Resilient task scheduling with ECS Fargate

Andreas Wittig – 05 Nov 2019

Many applications use scheduled jobs to automate recurring tasks, such as:

  • Generating and sending a monthly report.
  • Disabling users who haven’t logged in for more than 365 days.
  • Deleting stale data from the database.

Scheduled Jobs

Doing so is simple, as long as an application runs on a single machine. In that case, cron, a time-based job scheduler does the trick. But what to do when your workload is running on ECS and Fargate?

Read on to learn why using cron or ECS scheduled tasks is not an option. On top of that, you will get to know an advanced solution for scheduling jobs on ECS and Fargate.

Don’t: Use cron inside a container

It is an obvious but wrong choice to use cron to trigger scheduled jobs.

  1. It is an anti-pattern to run more than one process per container. Therefore, running your application and cron in one container is a no go.
  2. There is no guarantee that ECS is running your container 24/7 exactly once. Therefore, using cron inside a container may cause jobs to run multiple times or not at all.
  3. It is not very cost-effective to run a container on Fargate 24/7 to execute a job a few times per day/week/month.

Don’t: Use ECS scheduled tasks

AWS proposes the following solution in their documentation:

  1. Open the AWS Management Console.
  2. Select your ECS cluster.
  3. Create a Scheduled Task based on a fixed interval or cron-like expression.
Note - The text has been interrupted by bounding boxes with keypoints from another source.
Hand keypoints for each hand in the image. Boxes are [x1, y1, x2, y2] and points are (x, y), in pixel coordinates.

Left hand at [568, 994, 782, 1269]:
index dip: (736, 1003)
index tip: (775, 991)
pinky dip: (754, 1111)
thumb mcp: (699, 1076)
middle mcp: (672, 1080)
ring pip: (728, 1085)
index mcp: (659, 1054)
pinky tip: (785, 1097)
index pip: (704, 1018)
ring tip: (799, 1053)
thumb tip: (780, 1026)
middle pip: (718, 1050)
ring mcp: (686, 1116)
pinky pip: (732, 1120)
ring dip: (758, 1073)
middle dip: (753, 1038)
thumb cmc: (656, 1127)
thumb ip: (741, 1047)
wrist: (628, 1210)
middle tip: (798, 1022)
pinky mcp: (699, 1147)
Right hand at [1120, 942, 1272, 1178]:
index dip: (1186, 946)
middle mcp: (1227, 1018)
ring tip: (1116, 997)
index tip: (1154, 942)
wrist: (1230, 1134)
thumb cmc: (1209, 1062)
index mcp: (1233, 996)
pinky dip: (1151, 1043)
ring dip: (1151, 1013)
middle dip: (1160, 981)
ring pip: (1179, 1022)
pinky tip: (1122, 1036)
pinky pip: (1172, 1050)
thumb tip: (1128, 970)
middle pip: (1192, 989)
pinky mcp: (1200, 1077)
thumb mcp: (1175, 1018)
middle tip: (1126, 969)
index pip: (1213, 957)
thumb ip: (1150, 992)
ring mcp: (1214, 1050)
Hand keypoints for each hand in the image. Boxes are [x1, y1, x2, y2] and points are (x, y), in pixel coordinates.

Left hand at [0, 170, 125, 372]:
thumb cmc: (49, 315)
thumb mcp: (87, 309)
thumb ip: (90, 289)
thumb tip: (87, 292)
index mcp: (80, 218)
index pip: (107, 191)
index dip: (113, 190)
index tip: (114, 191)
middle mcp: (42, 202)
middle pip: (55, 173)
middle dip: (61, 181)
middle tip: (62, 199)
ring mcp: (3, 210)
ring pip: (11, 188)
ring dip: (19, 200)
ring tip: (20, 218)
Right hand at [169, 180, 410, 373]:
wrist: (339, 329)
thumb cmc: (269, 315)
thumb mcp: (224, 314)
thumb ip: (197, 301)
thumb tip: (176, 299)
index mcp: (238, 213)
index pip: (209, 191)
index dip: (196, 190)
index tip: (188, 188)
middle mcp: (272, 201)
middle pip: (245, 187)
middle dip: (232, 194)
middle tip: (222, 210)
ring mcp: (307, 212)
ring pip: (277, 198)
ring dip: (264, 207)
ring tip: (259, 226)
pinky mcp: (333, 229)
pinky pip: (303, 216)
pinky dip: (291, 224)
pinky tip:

Behind the scenes, AWS is creating a CloudWatch event rule which starts an ECS task based on the defined schedule, as shown in the following figure.

A CloudWatch Events Rule starts an ECS task

I highly recommend not to use this approach because it is missing an important aspect: the monitoring of the scheduled job. Neither does this approach provide a way to define a timeout for the scheduled job, nor does it retry a failed job. Instead, ECS scheduled tasks are operating in fire-and-forget mode. In summary, this approach is not resilient.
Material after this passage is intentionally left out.